We're debuting a new free-form Friday column, when TBM staff are allowed to loosen their neckties and go off road a little bit. We're still looking for a section title - if you have any ideas, we would appreciate it if you commented with them. Please enjoy this piece in the style of The Toast - if X were your Y.
If the Boston Breakers were your girlfriend, you'd meet at random in Harvard Square, bumping into each other and getting Dunkin Donuts coffee slopped all down your shirt. They'd apologize profusely and try to dry you off (it wouldn't work very well because they'd be using their coat) and would insist on giving you their number to bill them for the dry cleaning.
If the Boston Breakers were your girlfriend, your first date would be awkward, but they would be likable enough for you to keep trying. "Sorry," they'd say, spilling coffee on you again after tripping on a crack in the sidewalk. "I can put it on my tab at the dry cleaners. I spill a lot." You'd laugh, but they would be serious.
If the Boston Breakers were your girlfriend, your second date would end in the ER. "Sorry again," they'd say, tilting their head back to plug a bloody nose. But you wouldn't mind since the date was genuinely fun, even if it ended in a disappointing way. "At least it was exciting," you'd say, and you would hold hands until the nurse called for you.
If the Boston Breakers were your girlfriend you'd bring them to a group dinner to meet your friend circle and they would be pretty low-key and everyone would generally like them, but they'd realize they forgot their wallet when the check came. "Just makes it easier to split the check," you'd reassure them, because you know they'll get you back eventually.
If the Boston Breakers were your girlfriend they would be genuinely interested in listening to you and learning all about your day, partially because they'd forget some of the details and wouldn't mind hearing all your stories a second time. "Oh, I already told you about that," you'd say, embarrassed, but they'd put their arm around your shoulder and tell you to keep talking because the story was honestly brand new to them.
If the Boston Breakers were your girlfriend they would forget to get you a birthday gift, but would be honestly sorry about it. They would immediately run back out to the store and put together a makeshift party for you with a sheet cake and mylar balloons that aren't strictly for birthdays ("Congrats, it's a boy!" one of them would read, grabbed with the others in the haste to check out.) and party hats with generic dinosaurs on them. You'd be stuck eating that cake for a week until it got stale, but every piece would remind you that the Breakers really did care about you.

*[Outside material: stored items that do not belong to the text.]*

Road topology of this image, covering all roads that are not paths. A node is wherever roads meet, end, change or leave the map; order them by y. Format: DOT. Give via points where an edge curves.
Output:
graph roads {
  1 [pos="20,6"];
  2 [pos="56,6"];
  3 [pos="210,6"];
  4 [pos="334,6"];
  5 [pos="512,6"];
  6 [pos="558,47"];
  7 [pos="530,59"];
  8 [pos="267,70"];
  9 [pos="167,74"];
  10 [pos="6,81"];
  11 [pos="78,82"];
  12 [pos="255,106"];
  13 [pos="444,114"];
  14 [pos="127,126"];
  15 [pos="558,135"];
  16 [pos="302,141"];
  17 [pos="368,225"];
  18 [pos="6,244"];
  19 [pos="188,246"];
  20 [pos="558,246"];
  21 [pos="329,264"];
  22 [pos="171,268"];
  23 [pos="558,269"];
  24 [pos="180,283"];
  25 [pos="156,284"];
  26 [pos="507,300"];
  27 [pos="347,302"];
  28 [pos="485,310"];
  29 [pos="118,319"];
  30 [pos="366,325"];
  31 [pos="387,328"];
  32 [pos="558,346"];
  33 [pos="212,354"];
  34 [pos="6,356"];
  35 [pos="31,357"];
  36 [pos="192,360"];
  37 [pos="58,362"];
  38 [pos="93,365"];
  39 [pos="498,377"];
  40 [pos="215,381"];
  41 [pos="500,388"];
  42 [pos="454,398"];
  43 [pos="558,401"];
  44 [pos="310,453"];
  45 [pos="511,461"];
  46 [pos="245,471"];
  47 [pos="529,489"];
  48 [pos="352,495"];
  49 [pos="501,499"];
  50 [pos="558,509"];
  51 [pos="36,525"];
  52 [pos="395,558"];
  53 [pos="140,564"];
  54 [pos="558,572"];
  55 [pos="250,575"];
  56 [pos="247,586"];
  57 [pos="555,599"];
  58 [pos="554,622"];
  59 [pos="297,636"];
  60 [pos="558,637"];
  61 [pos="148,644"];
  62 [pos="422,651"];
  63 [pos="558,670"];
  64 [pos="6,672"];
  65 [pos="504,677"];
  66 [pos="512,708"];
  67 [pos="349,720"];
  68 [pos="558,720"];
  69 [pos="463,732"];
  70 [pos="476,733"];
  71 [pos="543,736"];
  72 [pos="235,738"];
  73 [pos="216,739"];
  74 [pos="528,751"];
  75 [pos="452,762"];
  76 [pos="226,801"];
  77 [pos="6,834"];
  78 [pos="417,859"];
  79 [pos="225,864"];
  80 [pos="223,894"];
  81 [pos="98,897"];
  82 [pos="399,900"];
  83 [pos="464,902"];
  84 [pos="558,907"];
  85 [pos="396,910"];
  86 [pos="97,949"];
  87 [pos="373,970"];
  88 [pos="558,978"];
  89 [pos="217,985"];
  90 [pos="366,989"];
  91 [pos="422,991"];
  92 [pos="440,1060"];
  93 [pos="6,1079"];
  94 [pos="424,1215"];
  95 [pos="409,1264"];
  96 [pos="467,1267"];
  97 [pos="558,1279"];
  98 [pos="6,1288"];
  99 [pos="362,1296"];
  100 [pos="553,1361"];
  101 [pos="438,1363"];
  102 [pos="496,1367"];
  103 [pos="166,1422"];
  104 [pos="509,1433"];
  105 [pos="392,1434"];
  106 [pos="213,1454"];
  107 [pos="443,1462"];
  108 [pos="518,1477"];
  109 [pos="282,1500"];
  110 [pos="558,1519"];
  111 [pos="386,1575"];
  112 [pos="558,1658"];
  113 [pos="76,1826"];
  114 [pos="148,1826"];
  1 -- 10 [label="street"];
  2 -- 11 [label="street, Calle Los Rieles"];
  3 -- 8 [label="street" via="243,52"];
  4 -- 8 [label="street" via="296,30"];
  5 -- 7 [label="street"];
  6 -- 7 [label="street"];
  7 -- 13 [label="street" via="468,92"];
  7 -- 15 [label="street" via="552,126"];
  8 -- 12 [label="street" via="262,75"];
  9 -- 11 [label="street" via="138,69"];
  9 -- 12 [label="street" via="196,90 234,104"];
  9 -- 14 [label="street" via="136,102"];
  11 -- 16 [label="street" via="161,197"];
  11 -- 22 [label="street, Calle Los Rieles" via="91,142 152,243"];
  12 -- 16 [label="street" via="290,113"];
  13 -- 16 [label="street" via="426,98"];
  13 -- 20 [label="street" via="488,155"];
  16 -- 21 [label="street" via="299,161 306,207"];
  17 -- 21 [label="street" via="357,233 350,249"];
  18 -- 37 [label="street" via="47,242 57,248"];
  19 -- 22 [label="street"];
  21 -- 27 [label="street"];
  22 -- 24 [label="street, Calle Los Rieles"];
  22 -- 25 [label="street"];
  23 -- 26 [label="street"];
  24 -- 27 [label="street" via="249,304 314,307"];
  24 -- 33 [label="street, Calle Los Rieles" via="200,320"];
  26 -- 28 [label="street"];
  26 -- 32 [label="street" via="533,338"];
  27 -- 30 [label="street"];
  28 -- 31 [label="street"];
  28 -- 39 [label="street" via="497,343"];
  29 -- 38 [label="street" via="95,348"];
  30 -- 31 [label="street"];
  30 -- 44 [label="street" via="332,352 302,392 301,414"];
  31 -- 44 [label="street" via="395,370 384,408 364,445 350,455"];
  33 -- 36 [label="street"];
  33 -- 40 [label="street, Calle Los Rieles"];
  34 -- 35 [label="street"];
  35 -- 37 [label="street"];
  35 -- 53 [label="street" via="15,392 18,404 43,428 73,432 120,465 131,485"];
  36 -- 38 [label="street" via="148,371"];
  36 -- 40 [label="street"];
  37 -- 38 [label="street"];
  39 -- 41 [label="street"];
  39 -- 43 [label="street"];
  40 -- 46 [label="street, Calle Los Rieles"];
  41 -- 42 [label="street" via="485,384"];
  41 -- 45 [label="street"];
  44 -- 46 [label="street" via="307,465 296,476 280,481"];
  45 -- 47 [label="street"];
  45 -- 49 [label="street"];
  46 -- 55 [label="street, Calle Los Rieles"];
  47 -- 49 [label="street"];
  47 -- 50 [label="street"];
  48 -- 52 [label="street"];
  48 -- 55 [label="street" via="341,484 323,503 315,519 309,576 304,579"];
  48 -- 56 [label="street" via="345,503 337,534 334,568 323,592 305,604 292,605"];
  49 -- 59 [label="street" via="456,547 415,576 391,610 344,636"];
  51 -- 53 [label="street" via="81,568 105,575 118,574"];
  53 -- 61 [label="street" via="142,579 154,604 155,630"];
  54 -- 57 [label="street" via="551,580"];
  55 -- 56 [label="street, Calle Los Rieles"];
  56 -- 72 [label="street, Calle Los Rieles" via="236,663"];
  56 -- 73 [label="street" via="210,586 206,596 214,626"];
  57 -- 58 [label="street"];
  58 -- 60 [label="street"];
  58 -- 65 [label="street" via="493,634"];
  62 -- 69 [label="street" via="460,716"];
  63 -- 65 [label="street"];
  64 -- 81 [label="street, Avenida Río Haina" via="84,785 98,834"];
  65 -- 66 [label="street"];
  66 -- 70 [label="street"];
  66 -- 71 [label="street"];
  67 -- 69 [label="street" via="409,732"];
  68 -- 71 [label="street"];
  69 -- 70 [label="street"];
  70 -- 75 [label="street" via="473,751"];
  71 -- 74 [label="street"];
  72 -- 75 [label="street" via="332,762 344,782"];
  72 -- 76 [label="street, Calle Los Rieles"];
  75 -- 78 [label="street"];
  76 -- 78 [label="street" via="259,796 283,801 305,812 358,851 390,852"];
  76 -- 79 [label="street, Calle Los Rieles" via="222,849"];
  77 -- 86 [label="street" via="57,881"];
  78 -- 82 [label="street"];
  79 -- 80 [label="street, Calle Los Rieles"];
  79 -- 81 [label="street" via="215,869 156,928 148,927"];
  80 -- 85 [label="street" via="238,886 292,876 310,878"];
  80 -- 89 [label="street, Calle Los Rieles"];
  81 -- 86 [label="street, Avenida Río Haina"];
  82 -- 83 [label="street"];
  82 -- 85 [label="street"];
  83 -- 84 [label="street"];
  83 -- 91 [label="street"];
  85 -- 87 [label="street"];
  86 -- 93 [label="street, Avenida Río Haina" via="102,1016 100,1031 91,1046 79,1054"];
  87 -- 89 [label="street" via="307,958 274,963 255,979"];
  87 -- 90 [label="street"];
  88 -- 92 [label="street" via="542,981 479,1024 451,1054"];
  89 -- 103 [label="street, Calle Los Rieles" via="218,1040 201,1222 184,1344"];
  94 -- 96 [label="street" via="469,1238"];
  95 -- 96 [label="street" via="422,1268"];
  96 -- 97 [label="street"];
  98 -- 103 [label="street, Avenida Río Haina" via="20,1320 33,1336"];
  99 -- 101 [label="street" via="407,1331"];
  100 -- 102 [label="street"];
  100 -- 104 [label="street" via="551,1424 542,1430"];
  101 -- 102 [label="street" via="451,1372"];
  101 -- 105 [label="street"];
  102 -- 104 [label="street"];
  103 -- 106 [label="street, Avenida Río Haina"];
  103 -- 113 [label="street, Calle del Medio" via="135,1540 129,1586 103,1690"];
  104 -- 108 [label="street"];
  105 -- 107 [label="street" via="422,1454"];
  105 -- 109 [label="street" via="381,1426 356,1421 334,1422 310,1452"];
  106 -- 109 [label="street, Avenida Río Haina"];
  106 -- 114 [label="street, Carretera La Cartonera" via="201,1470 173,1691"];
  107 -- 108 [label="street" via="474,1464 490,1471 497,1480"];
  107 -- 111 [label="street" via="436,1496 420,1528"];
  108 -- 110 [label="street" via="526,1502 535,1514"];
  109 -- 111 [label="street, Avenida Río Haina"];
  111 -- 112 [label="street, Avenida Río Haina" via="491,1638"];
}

If the Boston Breakers were your girlfriend they would plan the best anniversary ever to make up for forgetting your birthday gift and you wouldn't have the heart to tell them that it was a week too early. You've tried getting them planners and syncing calendars with their phone, but you've come to accept that they'll always be just a little off target and that's okay as long as they keep trying in earnest.
If the Boston Breakers were your girlfriend you'd both worry sometimes about one leaving the other. You know they're going through some stuff and you always do your best to be supportive but sometimes it gets a little much. They would come to you with flowers and an apology and you would resolve to be patient for a while longer. "I used to be better, and I know I can get back there again," they'd tell you while thanking you for always being there. You'd replay videos from happier times on your phone a lot during these periods.
If the Boston Breakers were your girlfriend they would know winter tends to get you down a bit and do their best to plan surprises for you until springtime. The surprises are hit and miss, but you know each one was planned with you in mind, so you act delighted for all of them regardless. Things are always better for you guys in the springtime anyway.